— DATA —
----
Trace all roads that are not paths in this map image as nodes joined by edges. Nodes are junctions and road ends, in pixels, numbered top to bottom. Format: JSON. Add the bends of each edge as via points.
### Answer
----
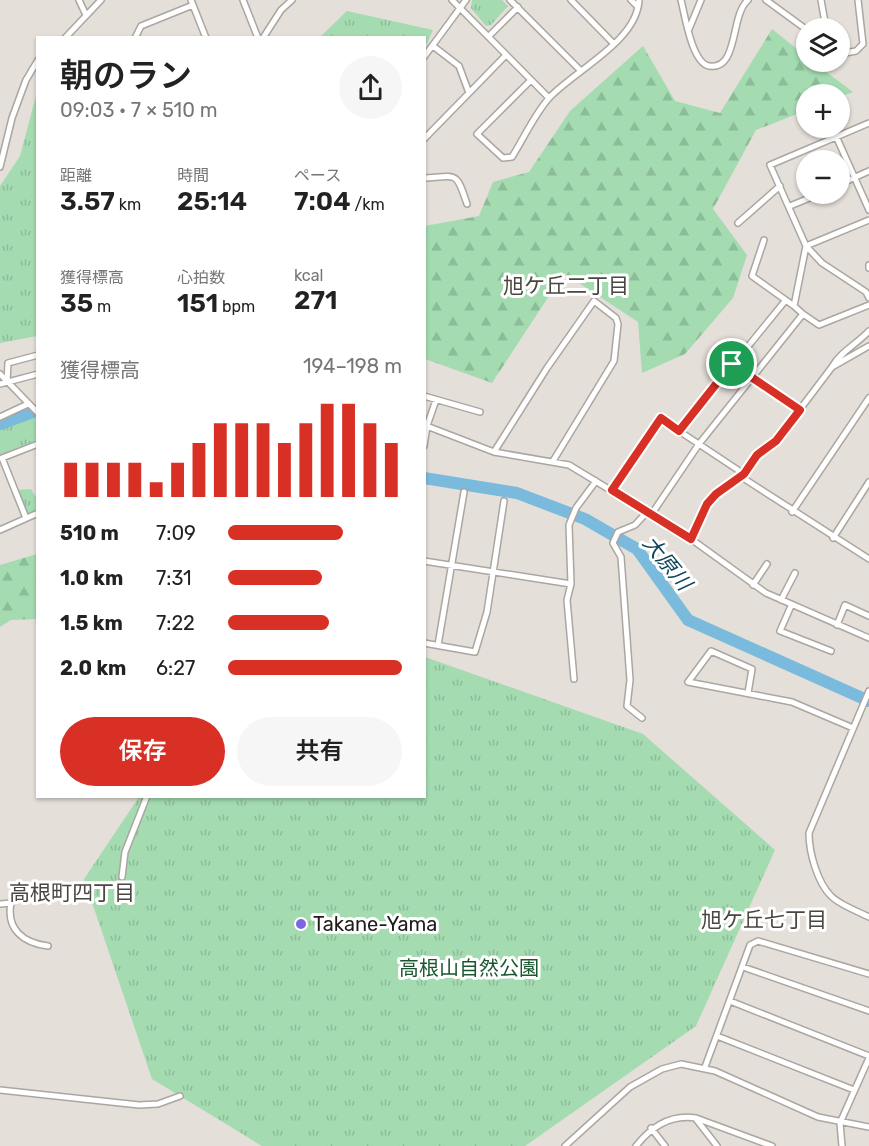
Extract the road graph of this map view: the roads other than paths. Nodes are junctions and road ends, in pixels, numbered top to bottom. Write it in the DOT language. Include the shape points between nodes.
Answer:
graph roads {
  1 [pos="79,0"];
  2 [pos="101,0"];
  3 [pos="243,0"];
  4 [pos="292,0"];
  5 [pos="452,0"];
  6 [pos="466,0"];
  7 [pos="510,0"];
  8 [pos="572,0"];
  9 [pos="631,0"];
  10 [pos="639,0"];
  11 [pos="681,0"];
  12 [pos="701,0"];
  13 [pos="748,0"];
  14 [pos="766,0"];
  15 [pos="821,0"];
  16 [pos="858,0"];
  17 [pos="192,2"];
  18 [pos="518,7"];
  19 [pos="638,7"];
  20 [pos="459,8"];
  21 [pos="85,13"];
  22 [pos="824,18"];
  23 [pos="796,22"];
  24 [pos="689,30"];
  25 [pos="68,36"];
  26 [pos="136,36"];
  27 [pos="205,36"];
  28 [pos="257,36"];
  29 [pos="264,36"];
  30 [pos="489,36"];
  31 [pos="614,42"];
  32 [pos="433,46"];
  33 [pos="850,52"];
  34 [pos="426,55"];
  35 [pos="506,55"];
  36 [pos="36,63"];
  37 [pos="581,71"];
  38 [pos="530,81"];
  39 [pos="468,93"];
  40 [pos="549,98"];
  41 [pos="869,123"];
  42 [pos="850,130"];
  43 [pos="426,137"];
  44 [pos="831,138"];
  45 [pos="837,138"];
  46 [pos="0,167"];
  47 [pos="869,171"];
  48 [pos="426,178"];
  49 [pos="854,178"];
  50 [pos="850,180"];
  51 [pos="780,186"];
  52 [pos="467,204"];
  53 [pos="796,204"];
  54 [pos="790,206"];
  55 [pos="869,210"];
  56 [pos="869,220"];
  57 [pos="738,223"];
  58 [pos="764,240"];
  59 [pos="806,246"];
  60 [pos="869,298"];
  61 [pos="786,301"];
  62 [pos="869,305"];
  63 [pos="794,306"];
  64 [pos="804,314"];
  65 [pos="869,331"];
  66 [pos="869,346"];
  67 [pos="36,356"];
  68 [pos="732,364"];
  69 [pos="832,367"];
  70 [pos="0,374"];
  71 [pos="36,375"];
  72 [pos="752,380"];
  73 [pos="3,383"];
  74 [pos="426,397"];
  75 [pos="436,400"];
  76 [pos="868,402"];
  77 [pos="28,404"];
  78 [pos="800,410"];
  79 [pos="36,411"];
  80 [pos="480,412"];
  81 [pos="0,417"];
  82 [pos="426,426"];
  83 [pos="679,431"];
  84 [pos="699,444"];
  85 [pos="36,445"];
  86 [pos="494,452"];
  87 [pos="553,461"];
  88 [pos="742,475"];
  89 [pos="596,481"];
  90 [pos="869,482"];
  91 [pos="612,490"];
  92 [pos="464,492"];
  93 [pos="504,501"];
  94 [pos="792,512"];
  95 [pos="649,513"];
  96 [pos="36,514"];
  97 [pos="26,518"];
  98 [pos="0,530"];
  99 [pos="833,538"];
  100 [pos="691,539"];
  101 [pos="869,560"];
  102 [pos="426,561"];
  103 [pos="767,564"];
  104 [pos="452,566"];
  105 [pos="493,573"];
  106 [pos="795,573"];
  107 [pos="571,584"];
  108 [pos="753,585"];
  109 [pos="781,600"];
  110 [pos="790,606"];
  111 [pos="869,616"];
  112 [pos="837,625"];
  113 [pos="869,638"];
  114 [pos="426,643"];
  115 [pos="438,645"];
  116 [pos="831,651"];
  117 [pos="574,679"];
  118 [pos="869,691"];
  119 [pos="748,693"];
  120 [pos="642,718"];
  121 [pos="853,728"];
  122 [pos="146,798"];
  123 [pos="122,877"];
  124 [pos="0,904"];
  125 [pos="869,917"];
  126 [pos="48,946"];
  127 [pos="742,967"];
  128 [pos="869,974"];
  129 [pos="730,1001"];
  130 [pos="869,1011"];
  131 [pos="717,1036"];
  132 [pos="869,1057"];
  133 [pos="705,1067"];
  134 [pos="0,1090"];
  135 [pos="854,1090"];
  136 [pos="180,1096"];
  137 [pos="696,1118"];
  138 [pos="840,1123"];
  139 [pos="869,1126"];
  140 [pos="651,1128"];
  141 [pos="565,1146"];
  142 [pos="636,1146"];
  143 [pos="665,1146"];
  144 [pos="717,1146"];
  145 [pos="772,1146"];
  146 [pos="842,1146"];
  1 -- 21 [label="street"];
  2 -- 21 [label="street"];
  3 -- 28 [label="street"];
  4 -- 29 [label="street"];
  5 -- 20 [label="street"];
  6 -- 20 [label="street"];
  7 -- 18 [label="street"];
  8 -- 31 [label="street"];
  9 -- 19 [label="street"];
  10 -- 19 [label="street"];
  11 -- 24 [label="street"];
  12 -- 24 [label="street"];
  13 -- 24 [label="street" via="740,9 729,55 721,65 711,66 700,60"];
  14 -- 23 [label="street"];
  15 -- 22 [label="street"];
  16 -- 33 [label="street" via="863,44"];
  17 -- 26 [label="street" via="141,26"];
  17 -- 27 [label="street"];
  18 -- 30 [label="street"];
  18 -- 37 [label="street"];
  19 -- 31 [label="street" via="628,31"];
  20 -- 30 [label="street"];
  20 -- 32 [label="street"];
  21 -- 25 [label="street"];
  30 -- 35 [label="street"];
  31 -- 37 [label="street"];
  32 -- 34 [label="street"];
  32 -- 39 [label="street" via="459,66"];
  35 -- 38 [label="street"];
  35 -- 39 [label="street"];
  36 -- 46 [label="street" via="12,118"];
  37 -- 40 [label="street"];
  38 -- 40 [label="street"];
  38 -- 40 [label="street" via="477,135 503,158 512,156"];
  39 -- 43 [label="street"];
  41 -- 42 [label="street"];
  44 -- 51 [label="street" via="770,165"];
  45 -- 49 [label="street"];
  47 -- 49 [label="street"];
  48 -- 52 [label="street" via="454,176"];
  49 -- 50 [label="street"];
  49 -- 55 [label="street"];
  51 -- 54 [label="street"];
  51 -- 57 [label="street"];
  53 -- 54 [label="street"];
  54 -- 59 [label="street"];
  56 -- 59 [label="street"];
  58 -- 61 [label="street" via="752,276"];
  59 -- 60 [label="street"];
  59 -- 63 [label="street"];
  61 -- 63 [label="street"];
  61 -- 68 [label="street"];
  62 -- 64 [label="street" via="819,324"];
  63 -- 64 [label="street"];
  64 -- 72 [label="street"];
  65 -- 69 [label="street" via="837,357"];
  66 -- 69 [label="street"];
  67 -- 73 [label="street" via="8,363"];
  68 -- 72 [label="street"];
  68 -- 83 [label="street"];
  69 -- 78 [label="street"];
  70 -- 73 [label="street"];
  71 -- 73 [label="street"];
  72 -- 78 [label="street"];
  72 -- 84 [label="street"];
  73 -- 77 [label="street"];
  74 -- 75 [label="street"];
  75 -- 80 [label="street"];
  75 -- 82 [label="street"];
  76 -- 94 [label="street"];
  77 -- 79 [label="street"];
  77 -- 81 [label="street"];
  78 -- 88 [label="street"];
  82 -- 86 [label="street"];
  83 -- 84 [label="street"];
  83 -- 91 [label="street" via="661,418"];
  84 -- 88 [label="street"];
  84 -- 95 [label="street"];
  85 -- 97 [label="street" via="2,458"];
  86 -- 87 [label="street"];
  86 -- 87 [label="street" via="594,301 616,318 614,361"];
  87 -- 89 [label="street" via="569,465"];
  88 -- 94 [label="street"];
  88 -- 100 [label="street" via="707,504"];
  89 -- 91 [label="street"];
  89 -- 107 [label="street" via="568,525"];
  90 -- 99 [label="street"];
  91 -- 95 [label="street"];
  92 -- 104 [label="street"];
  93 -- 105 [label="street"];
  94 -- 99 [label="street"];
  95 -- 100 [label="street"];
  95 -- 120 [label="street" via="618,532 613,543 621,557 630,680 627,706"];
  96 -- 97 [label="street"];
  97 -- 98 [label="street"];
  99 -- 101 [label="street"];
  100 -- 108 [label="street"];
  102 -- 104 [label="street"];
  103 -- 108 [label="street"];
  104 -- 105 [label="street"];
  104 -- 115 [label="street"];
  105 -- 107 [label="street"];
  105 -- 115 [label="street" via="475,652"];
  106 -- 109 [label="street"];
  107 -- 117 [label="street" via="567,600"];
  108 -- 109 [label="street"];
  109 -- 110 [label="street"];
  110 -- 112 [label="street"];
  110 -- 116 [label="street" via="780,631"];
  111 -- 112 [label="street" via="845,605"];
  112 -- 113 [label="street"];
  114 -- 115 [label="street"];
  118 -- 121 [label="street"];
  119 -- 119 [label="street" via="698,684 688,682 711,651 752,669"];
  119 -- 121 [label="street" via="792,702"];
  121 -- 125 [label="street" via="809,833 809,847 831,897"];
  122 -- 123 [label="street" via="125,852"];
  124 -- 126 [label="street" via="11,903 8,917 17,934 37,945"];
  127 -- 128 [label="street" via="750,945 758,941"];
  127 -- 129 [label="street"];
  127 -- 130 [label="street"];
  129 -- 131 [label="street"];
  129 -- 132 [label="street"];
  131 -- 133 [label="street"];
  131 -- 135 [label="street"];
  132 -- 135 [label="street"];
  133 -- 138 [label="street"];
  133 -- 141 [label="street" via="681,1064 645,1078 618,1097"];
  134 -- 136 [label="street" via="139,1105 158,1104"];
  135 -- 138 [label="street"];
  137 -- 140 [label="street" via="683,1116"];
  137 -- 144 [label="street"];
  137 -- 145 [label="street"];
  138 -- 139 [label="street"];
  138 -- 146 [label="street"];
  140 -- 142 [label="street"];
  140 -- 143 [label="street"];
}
----
— GOAL OF THE EXERCISE —
Select every line above that contains the word "ends", and copy it.

— RESULT OF THIS EXERCISE —
Trace all roads that are not paths in this map image as nodes joined by edges. Nodes are junctions and road ends, in pixels, numbered top to bottom. Format: JSON. Add the bends of each edge as via points.
Extract the road graph of this map view: the roads other than paths. Nodes are junctions and road ends, in pixels, numbered top to bottom. Write it in the DOT language. Include the shape points between nodes.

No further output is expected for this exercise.